After a brief sojourn in England during the first months of 1855, the couple set out for Petrópolis, Brazil in April where they were welcomed into the Catholic country by their neighbor Brazilian emperor Pedro II. The emperor's liberal views were one of the reasons that they chose Brazil for their mission. The country also provided a welcoming religious climate that allowed Kalley's Portuguese-speaking followers from Madeira to join them. The founding of the first Protestant church in Brazil began in the Kalley's home where the hired help joined the Kalleys in evening worship. In August, Sarah organized a Sunday school class, followed less than a month later by Dr. Kalley organizing an adult Bible study. By 1856 they established a Portuguese evangelical church, which was formally organized on July 11, 1858 as Igreja Evangélica Fluminense.
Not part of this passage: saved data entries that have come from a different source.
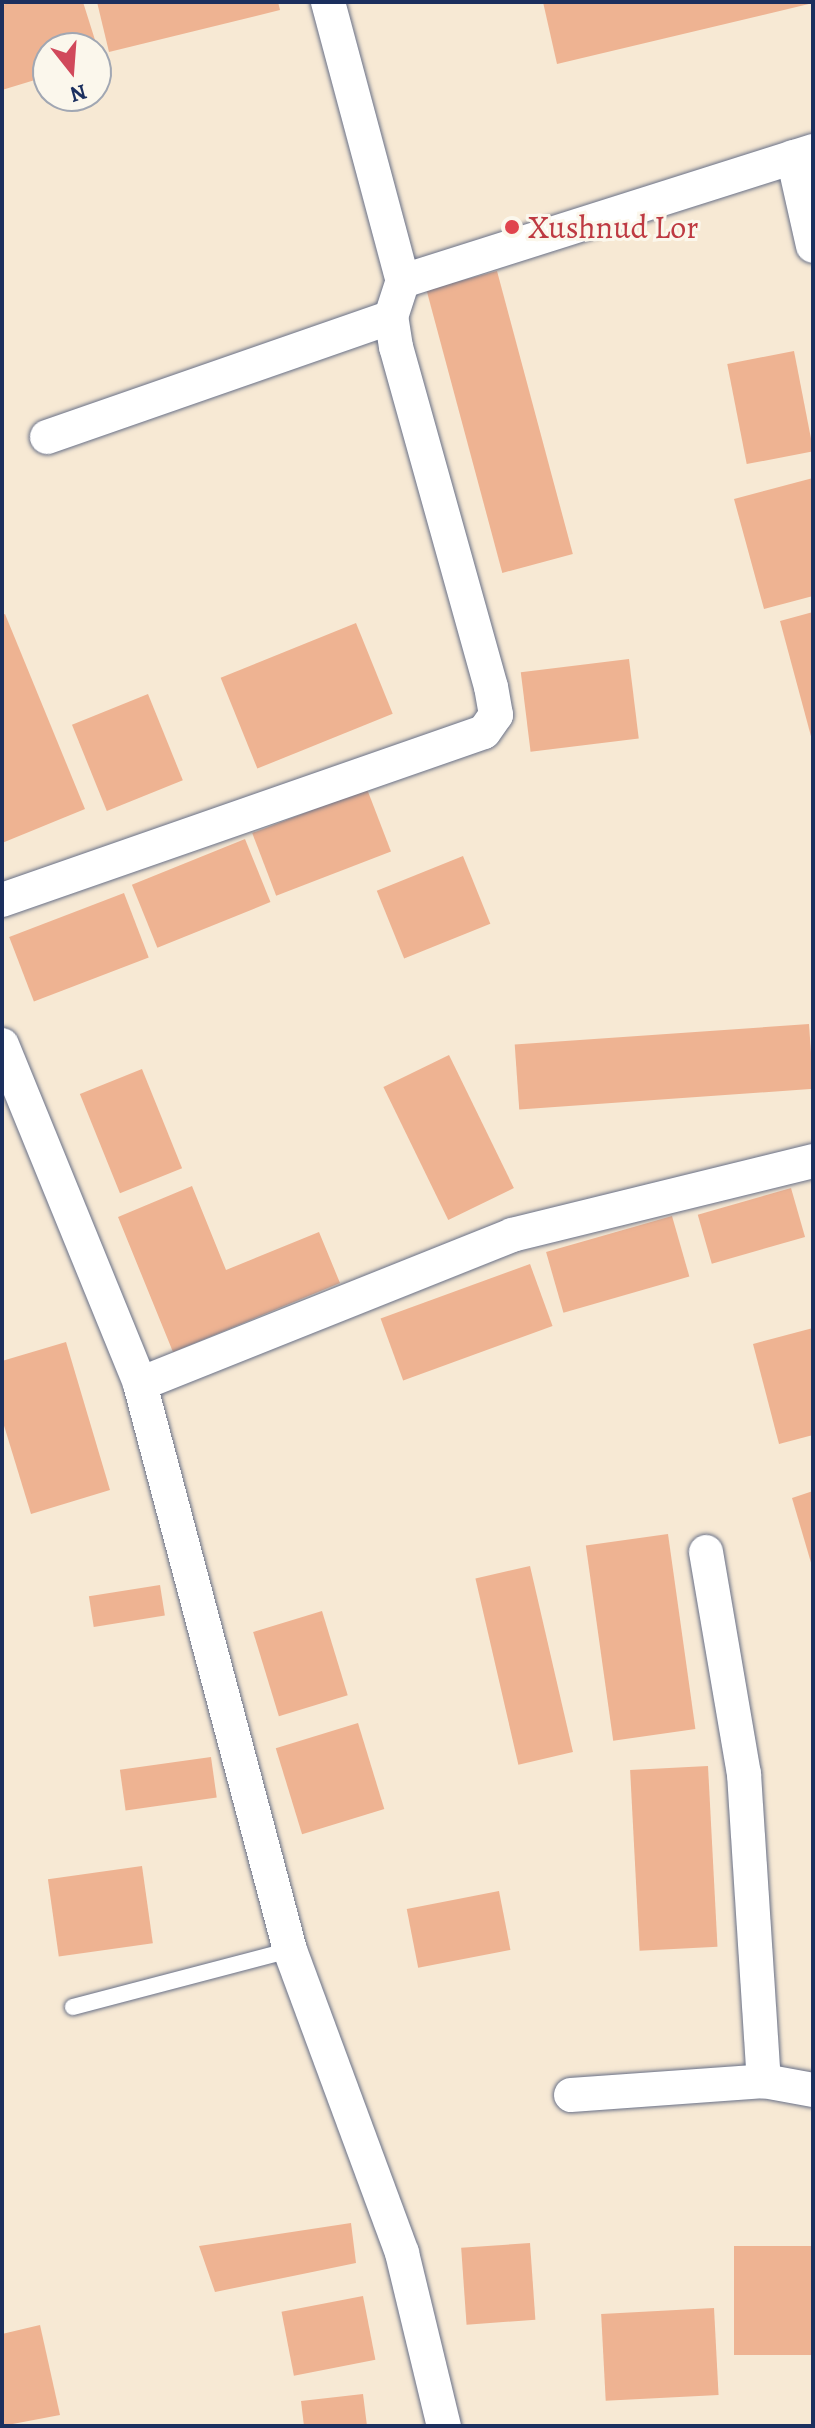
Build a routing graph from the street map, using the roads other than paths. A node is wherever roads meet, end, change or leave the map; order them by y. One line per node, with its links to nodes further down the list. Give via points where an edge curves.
1 (328, 2): 4 (street)
2 (803, 154): 3 (street); 4 (street)
3 (813, 246)
4 (403, 281): 5 (street)
5 (391, 317): 6 (street); 7 (street, via 496,715 484,732)
6 (47, 437)
7 (2, 900)
8 (2, 1045): 10 (street)
9 (813, 1161): 10 (street, via 512,1235)
10 (140, 1384): 12 (street)
11 (706, 1552): 14 (street, via 744,1774)
12 (290, 1950): 13 (lane); 17 (street, via 402,2253)
13 (73, 2007)
14 (764, 2081): 15 (street); 16 (street)
15 (813, 2090)
16 (571, 2095)
17 (444, 2426)

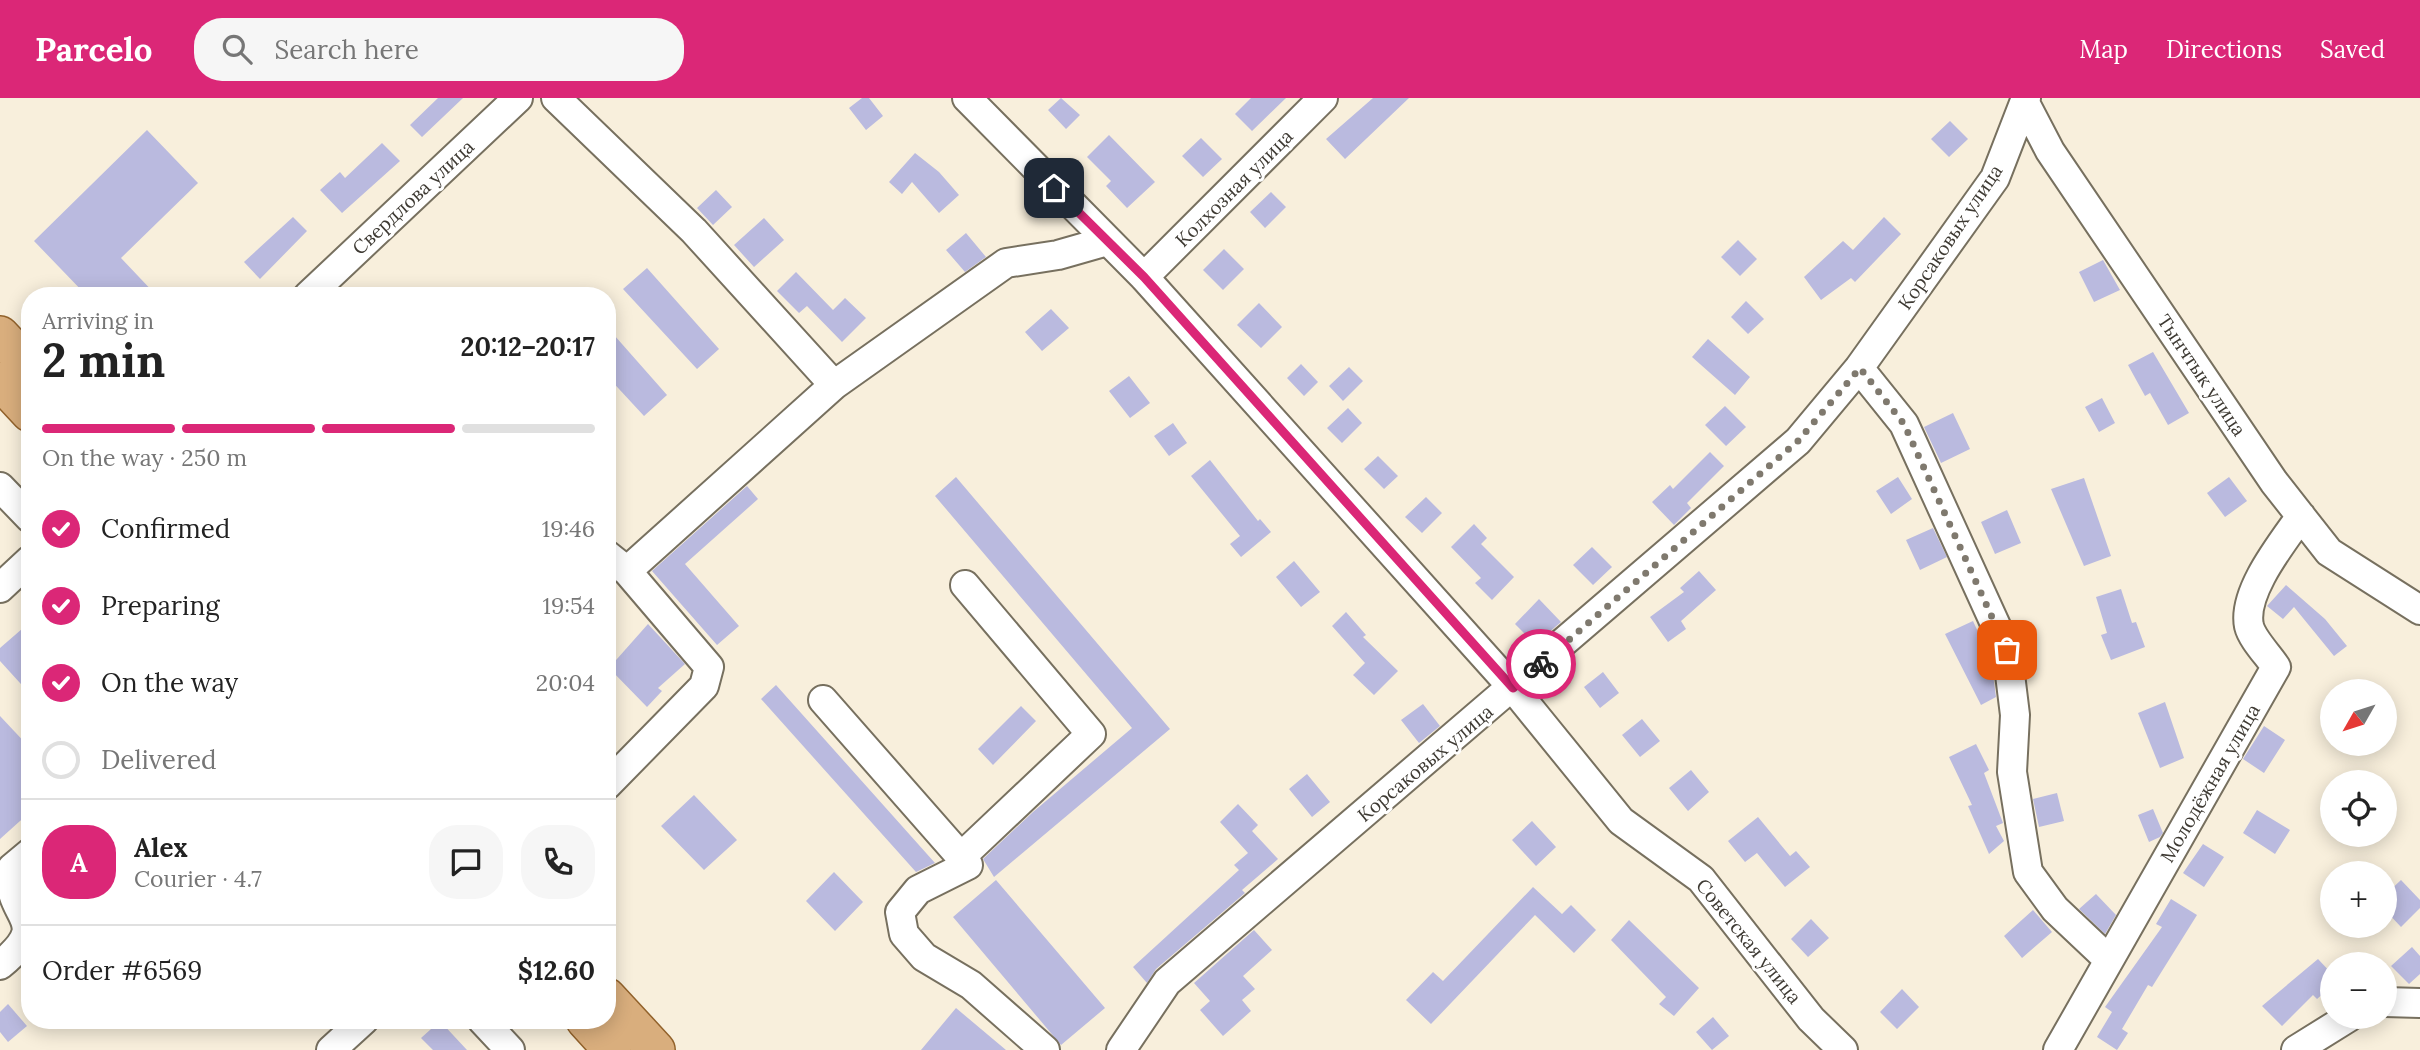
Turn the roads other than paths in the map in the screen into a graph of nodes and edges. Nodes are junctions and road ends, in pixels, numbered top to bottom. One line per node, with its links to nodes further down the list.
1 (518, 98): 8 (street, Свердлова улица)
2 (556, 98): 13 (street)
3 (967, 98): 6 (street, Советская улица)
4 (1323, 98): 7 (street, Колхозная улица)
5 (2026, 100): 11 (street, Корсаковых улица); 17 (street, Тынчтык улица)
6 (1107, 241): 7 (street, Советская улица); 13 (street)
7 (1144, 277): 23 (street, Советская улица)
8 (318, 287)
9 (0, 335): 10 (main road)
10 (21, 357)
11 (1860, 368): 23 (street, Корсаковых улица); 30 (street)
12 (0, 381): 14 (main road)
13 (834, 385): 18 (street)
14 (21, 403)
15 (0, 487): 16 (street)
16 (21, 509)
17 (2301, 516): 22 (street, Тынчтык улица); 30 (street, Молодёжная улица)
18 (617, 563): 25 (street)
19 (21, 569): 21 (street)
20 (965, 585): 26 (street)
21 (0, 589)
22 (2420, 610)
23 (1513, 688): 44 (street, Корсаковых улица); 45 (street, Советская улица)
24 (823, 700): 26 (street)
25 (616, 776)
26 (961, 857): 43 (street)
27 (21, 860): 28 (street)
28 (21, 911)
29 (21, 946): 31 (street)
30 (2109, 960): 46 (street, Молодёжная улица)
31 (0, 965)
32 (2397, 1002): 33 (street)
33 (2420, 1003)
34 (616, 1007): 42 (main road)
35 (356, 1029): 39 (street)
36 (490, 1029): 40 (street)
37 (593, 1029): 41 (main road)
38 (2329, 1029): 47 (street)
39 (338, 1048)
40 (510, 1050)
41 (612, 1050)
42 (656, 1050)
43 (1045, 1050)
44 (1121, 1050)
45 (1843, 1050)
46 (2058, 1050)
47 (2296, 1050)

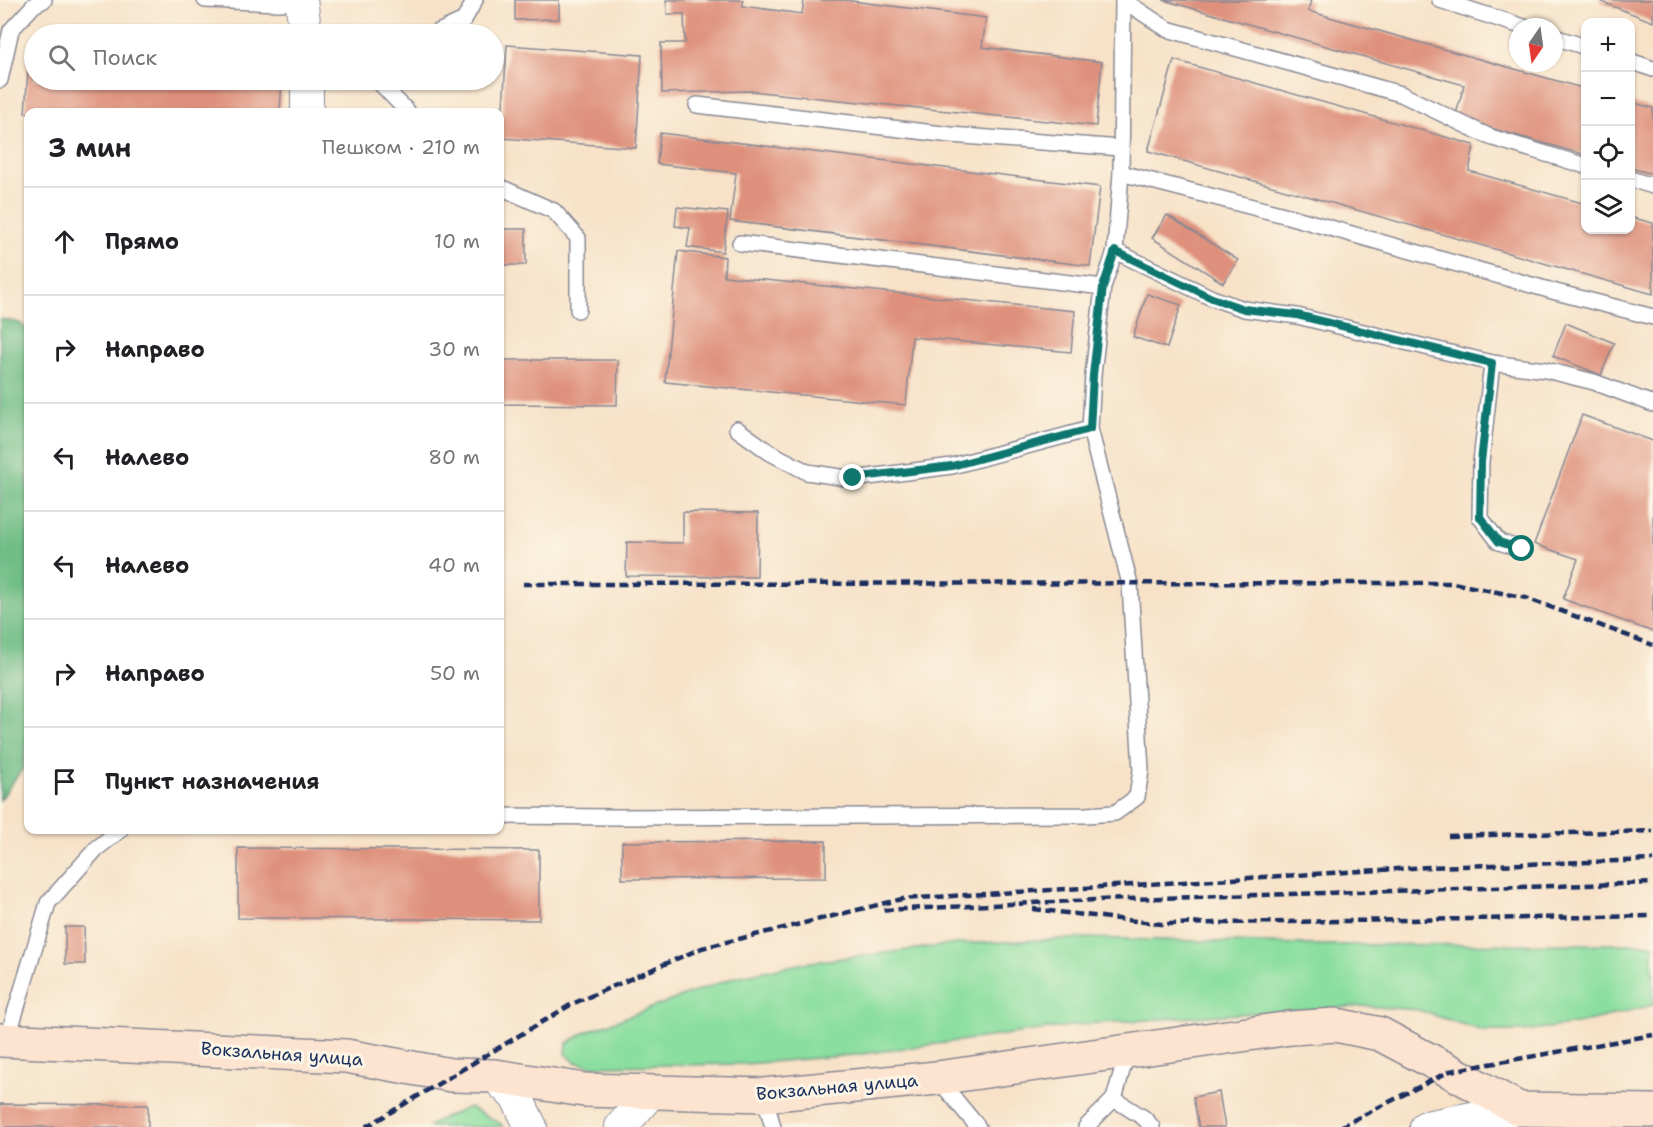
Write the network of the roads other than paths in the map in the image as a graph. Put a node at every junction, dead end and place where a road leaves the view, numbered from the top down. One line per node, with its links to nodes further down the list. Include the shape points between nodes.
1 (44, 0): 14 (lane, via 34,5 11,30)
2 (205, 0): 3 (lane)
3 (301, 0): 8 (street)
4 (475, 0): 9 (lane, via 464,20)
5 (1123, 0): 20 (lane); 21 (lane, via 1167,29 1401,94 1490,137)
6 (1440, 0): 7 (lane)
7 (1509, 22)
8 (305, 24)
9 (455, 24)
10 (1563, 40): 11 (lane)
11 (1581, 45)
12 (1635, 64): 13 (lane)
13 (1653, 69)
14 (0, 80)
15 (307, 90): 18 (street)
16 (387, 90): 19 (lane)
17 (697, 105): 20 (lane, via 951,135)
18 (307, 108)
19 (404, 108)
20 (1121, 148): 22 (lane)
21 (1581, 164)
22 (1121, 173): 27 (lane); 30 (lane)
23 (1633, 180): 24 (lane)
24 (1653, 186)
25 (504, 189): 29 (lane, via 554,211 578,238)
26 (740, 243): 28 (lane)
27 (1115, 251): 28 (lane); 31 (lane, via 1212,298 1244,309 1297,315)
28 (1103, 287): 34 (lane)
29 (578, 310)
30 (1653, 317)
31 (1492, 363): 32 (lane, via 1546,370 1594,382); 35 (lane, via 1481,462 1480,517 1499,542)
32 (1653, 404)
33 (737, 429): 34 (lane, via 807,472 853,478 952,466)
34 (1090, 429): 36 (lane, via 1131,595 1141,770 1137,797 1115,813)
35 (1522, 549)
36 (504, 816)
37 (115, 834): 38 (lane, via 96,849 48,903)
38 (3, 1040): 40 (main road, Вокзальная улица, via 346,1056 451,1075)
39 (1127, 1053): 41 (main road, Вокзальная улица); 44 (lane); 45 (main road, Вокзальная улица, via 1291,1028 1336,1025 1380,1034)
40 (495, 1076): 42 (main road, Вокзальная улица, via 584,1090); 48 (street, via 517,1098)
41 (937, 1078): 43 (main road, Вокзальная улица); 51 (lane)
42 (651, 1092): 43 (main road, Вокзальная улица); 49 (street)
43 (764, 1095): 50 (lane)
44 (1114, 1099): 52 (lane); 53 (lane)
45 (1519, 1109): 47 (main road, Вокзальная улица); 54 (street)
46 (1653, 1111): 47 (main road, Вокзальная улица)
47 (1616, 1118)
48 (531, 1127)
49 (621, 1127)
50 (773, 1127)
51 (978, 1127)
52 (1086, 1127)
53 (1152, 1127)
54 (1426, 1127)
This would in time become the basis for the Union of Congregational Churches in Brazil.

Sarah advocated the power of faith through song, and the couple created a hymnal in the Portuguese language. The book contained original revivalist hymns as well as translations of hymns and psalms. Salmos e Hinos, co-authored by the Kalleys in 1861, was the first Protestant hymnal published in Brazil and became an inter-denominational hymnal, which is still in use today. The 1959 edition of the hymnal credits Sarah with authorship of 72 of the songs. The songs had been checked by a native Portuguese speaker after they were written, but some words like "white as snow" can still reflect the author's background. Sarah authored The Life of John Bunyan, and was the co-Portuguese language translator of his novel The Holy War.

Sarah also started a women's group at their church. After her husband's 1876 retirement, the couple returned to Edinburgh, where Robert died in 1888. Sarah continued to fund-raise for Brazil. She and John Fanstone started the Help for Brazil Missionary Society. The charity paid for a missionary to join Fanstone when he returned to Brazil in 1893. The continued to send out missionaries and in 1900 they had nine missionaries in Brazil. She died in Edinburgh in 1907. The missionary society she had founded struggled on until 1913 when its fund-raising started to fail and it merged with a similar charity.